Après l’interdiction du mouvement par la France en novembre, de nombreux députés allemands et autrichiens réclament des mesures similaires dans leur pays. Ils sont désormais rejoints par un allié de poids : le Parlement européen. Dans un rapport explosif adopté le 19 mai, ce dernier recommande pour la première fois que les Loups gris soient placés sur la liste des organisations terroristes et que les Etats membres interdisent les associations qui leur sont liées. « Pour le gouvernement turc, toute critique doit être écrasée, par tous les moyens, regrette Nacho Sanchez Amor, eurodéputé socialiste espagnol et auteur du rapport. Qu’une diaspora étrangère ait de l’influence en Europe est normal et légitime. Le problème est qu’une partie de cette diaspora agit politiquement selon des ordres venus directement d’Ankara. »
La diplomatie turque s’est insurgée contre cette décision, bien qu’elle continue de nier l’existence même de ce mouvement en Europe. « Ce rapport du Parlement européen est biaisé et intolérable », a protesté le ministère des Affaires étrangères, encouragé par le parti nationaliste MHP, soutien de Recep Tayyip Erdogan, qui accuse les eurodéputés « d’hypocrisie et de comportement antiturc ».

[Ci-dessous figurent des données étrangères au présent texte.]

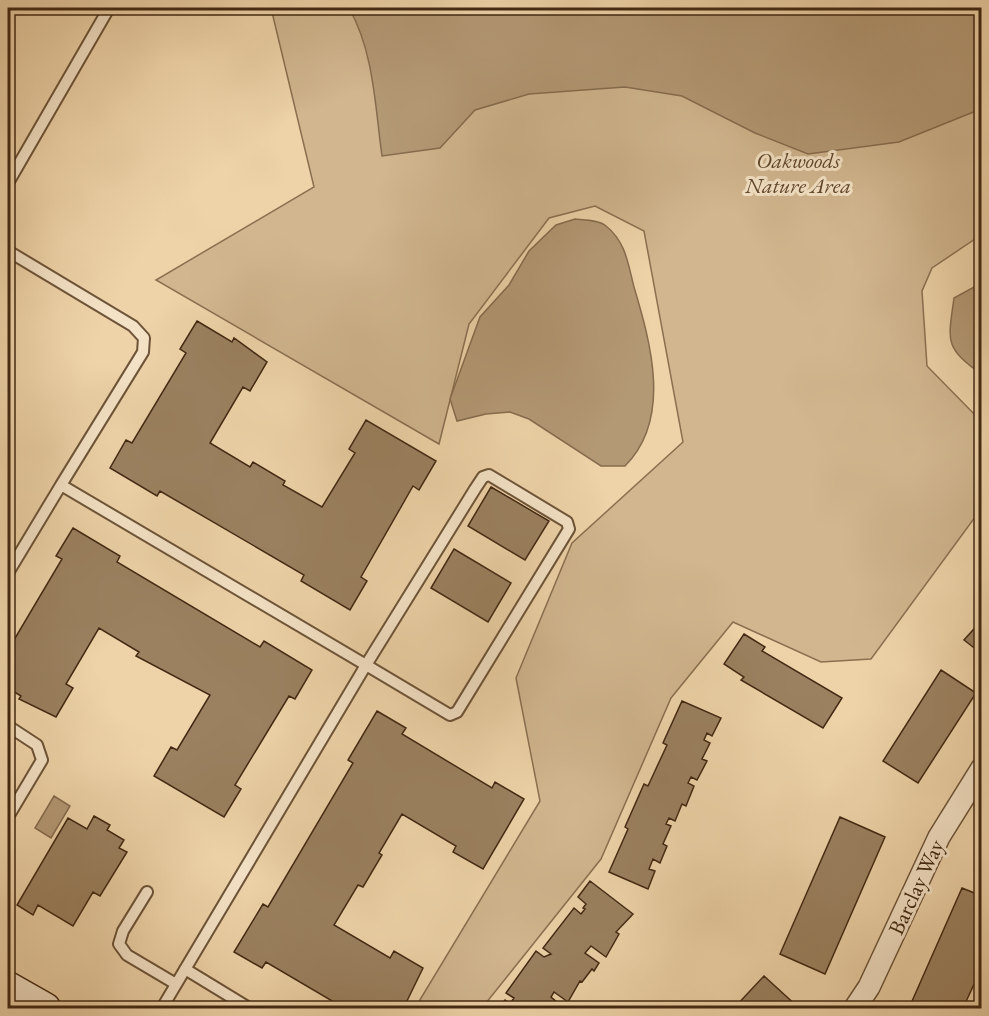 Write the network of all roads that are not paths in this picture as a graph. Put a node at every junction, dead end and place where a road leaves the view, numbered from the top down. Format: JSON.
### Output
{"nodes":[{"id":1,"x":110,"y":8,"type":"edge"},
{"id":2,"x":8,"y":183,"type":"edge"},
{"id":3,"x":8,"y":251,"type":"edge"},
{"id":4,"x":61,"y":485,"type":"junction"},
{"id":5,"x":8,"y":573,"type":"edge"},
{"id":6,"x":366,"y":665,"type":"junction"},
{"id":7,"x":8,"y":726,"type":"edge"},
{"id":8,"x":981,"y":768,"type":"edge"},
{"id":9,"x":8,"y":817,"type":"edge"},
{"id":10,"x":147,"y":892,"type":"dead end"},
{"id":11,"x":184,"y":969,"type":"junction"},
{"id":12,"x":176,"y":984,"type":"junction"},
{"id":13,"x":8,"y":987,"type":"edge"},
{"id":14,"x":45,"y":1008,"type":"edge"},
{"id":15,"x":162,"y":1008,"type":"edge"},
{"id":16,"x":249,"y":1008,"type":"edge"},
{"id":17,"x":855,"y":1008,"type":"edge"}],
"edges":[{"from":1,"to":2,"type":"lane"},
{"from":3,"to":4,"type":"lane"},
{"from":4,"to":5,"type":"lane"},
{"from":4,"to":6,"type":"lane"},
{"from":6,"to":6,"type":"lane"},
{"from":6,"to":11,"type":"lane"},
{"from":7,"to":9,"type":"lane"},
{"from":8,"to":17,"type":"street","name":"Barclay Way"},
{"from":10,"to":12,"type":"lane"},
{"from":11,"to":12,"type":"lane"},
{"from":11,"to":16,"type":"lane"},
{"from":12,"to":15,"type":"lane"},
{"from":13,"to":14,"type":"main road"}]} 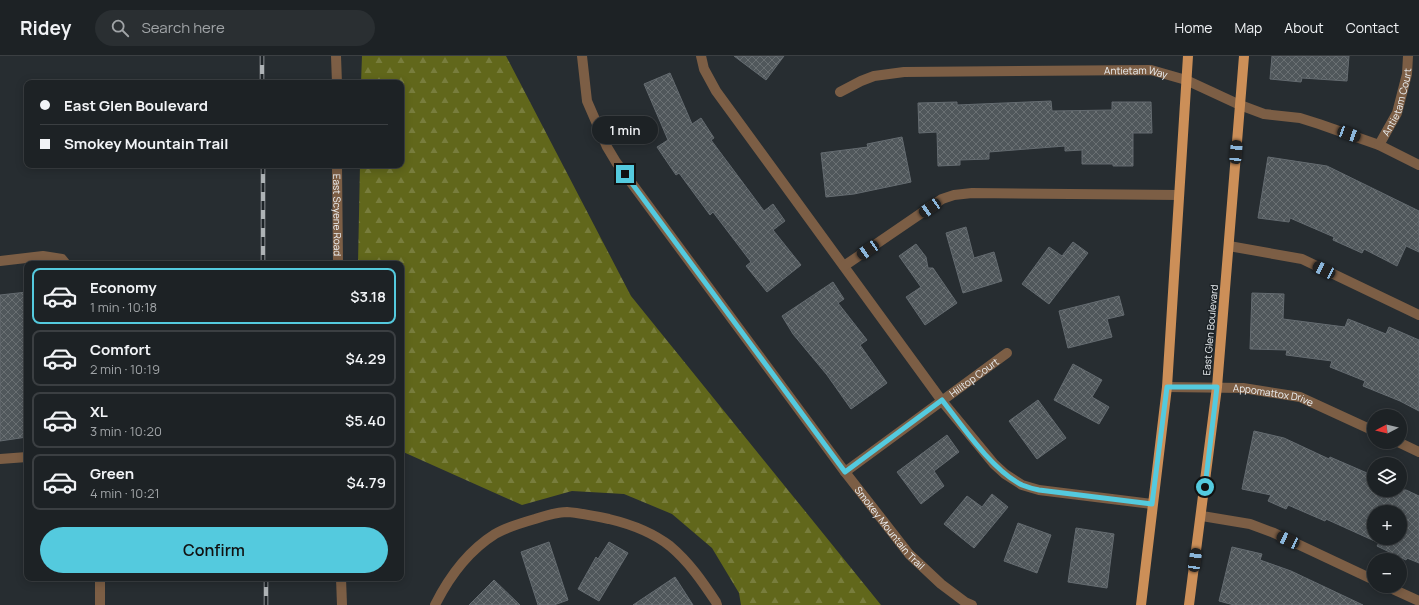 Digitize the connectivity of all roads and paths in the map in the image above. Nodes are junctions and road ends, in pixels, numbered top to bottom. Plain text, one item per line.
1 (336, 56) edge
2 (582, 56) edge
3 (701, 56) edge
4 (1188, 56) edge
5 (1244, 56) edge
6 (1408, 56) edge
7 (337, 80) edge
8 (1186, 80) junction
9 (840, 92) dead end
10 (1240, 105) junction
11 (1379, 145) junction
12 (1419, 165) edge
13 (337, 168) edge
14 (1179, 194) junction
15 (1229, 246) junction
16 (64, 261) edge
17 (338, 261) edge
18 (0, 262) edge
19 (844, 266) junction
20 (1419, 315) edge
21 (1007, 353) dead end
22 (1167, 387) junction
23 (1217, 387) junction
24 (942, 400) junction
25 (1367, 428) edge
26 (1407, 446) edge
27 (1419, 452) edge
28 (24, 457) edge
29 (0, 459) edge
30 (845, 472) junction
31 (1152, 504) junction
32 (1202, 516) junction
33 (1367, 577) edge
34 (100, 581) edge
35 (341, 581) edge
36 (1400, 593) edge
37 (1419, 602) edge
38 (100, 605) edge
39 (342, 605) edge
40 (435, 605) edge
41 (717, 605) edge
42 (972, 605) edge
43 (1141, 605) edge
44 (1189, 605) edge

1 - 7 street
2 - 30 street, Smokey Mountain Trail
3 - 19 street
4 - 8 main road
5 - 10 main road, East Glen Boulevard
6 - 11 street, Antietam Court
8 - 9 street, Antietam Way
8 - 10 street, Antietam Way
8 - 14 main road
10 - 11 street, Antietam Way
10 - 15 main road, East Glen Boulevard
11 - 12 street, Antietam Way
13 - 17 street, East Scyene Road
14 - 19 street
14 - 22 main road
15 - 20 street
15 - 23 main road, East Glen Boulevard
16 - 18 street
19 - 24 street
21 - 24 street, Hilltop Court
22 - 23 street, Appomattox Drive
22 - 31 main road
23 - 25 street, Appomattox Drive
23 - 32 main road, East Glen Boulevard
24 - 30 street, Hilltop Court
24 - 31 street
26 - 27 street
28 - 29 street
30 - 42 street, Smokey Mountain Trail
31 - 43 main road
32 - 33 street
32 - 44 main road, East Glen Boulevard
34 - 38 street
35 - 39 street
36 - 37 street
40 - 41 street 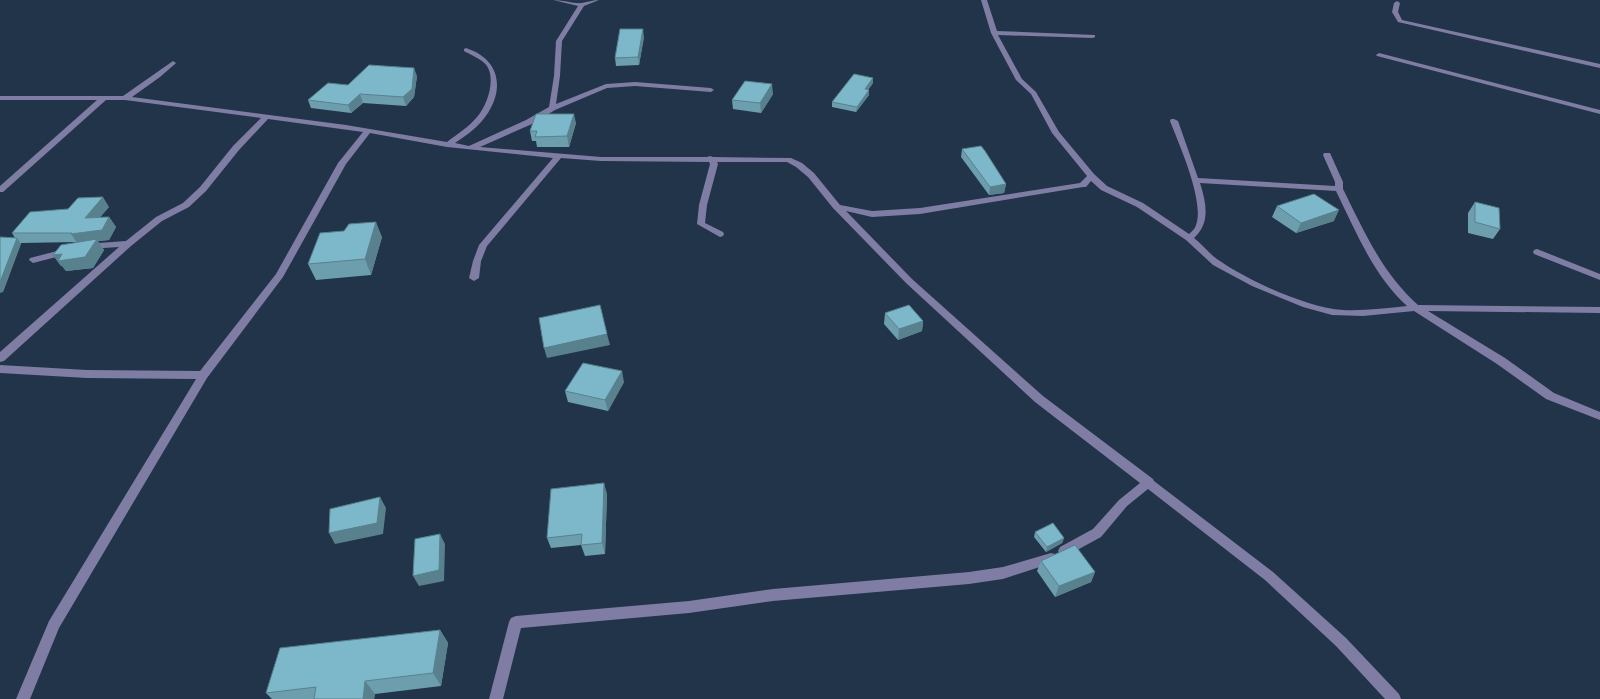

Et pour cause : s’attaquer aux Loups gris, c’est s’attaquer à une partie du gouvernement. Dans les années 1970, ils constituent la branche jeunesse du MHP qui affronte les syndicats et les étudiants de gauche lors de batailles rangées. Les heurts font parfois des dizaines de morts. En 1980, après un coup d’Etat militaire,
le MHP se retrouve interdit, et les Loups gris se lient avec les milieux de la pègre. A la faveur de la démocratisation de la Turquie, le MHP s’approche du pouvoir dès les années 1990. Il est aujourd’hui le troisième parti au Parlement turc et un allié indispensable du président Erdogang.
« Leur idéologie, fondée sur le nationalisme islamique, la haine des Kurdes et des Arméniens, imprègne la politique d’Erdogan et de son parti, l’AKP, explique Thomas Rammerstorfer. Les Loups gris sont devenus une véritable branche du gouvernement turc, ce qui rend l’équation insoluble pour l’Union européenne. Plusieurs hommes politiques turcs, membres de ce mouvement, viennent régulièrement en
Europe pour des visites diplomatiques. Certains ont même rencontré Angela Merkel ! » Tout cela sera fini si les Loups gris sont chassés d’Europe.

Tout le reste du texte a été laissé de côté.